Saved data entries
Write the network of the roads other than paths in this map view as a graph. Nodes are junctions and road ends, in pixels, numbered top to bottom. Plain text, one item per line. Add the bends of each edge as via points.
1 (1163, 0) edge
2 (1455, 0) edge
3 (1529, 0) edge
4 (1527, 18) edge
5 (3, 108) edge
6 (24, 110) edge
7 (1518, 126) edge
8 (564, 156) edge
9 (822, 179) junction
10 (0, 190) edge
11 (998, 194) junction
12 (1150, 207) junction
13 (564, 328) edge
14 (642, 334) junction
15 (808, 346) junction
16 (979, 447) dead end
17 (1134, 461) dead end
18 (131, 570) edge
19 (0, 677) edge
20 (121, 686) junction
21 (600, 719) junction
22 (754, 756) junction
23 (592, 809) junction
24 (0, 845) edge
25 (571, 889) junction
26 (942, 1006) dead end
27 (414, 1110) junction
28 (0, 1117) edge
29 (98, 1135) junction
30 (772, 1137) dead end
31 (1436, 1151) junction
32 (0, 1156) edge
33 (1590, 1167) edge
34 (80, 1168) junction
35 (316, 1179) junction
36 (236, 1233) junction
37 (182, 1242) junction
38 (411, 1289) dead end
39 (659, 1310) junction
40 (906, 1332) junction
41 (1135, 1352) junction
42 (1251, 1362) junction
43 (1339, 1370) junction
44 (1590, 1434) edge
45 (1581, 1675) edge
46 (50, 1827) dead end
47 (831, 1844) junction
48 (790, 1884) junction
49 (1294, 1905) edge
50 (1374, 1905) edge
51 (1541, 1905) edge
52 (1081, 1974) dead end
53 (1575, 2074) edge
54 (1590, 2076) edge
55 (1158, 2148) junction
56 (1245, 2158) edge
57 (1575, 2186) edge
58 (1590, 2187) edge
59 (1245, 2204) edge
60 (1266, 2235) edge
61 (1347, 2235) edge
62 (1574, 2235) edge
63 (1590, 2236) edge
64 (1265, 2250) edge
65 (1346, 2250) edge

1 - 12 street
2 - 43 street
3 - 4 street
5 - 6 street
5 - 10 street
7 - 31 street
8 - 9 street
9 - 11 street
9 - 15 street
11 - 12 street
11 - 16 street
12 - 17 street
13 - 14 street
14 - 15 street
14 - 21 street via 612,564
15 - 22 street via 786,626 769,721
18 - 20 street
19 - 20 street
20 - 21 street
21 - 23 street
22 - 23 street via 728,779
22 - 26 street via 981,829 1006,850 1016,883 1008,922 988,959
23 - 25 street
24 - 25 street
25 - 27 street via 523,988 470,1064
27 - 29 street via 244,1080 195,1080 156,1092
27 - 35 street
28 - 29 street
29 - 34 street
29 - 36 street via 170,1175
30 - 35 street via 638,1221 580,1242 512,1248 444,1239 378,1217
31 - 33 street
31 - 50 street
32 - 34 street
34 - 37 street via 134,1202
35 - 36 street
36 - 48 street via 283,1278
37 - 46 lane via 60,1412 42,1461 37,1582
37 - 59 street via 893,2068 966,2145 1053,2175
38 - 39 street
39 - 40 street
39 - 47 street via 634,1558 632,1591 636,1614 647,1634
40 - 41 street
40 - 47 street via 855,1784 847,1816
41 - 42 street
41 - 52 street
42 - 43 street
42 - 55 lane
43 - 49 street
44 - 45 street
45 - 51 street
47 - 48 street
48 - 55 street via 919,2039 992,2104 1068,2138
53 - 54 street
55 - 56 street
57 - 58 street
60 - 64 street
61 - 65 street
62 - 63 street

• Instructions for the task: Report each line above that includes the string "lane".

• Answer below:
37 - 46 lane via 60,1412 42,1461 37,1582
42 - 55 lane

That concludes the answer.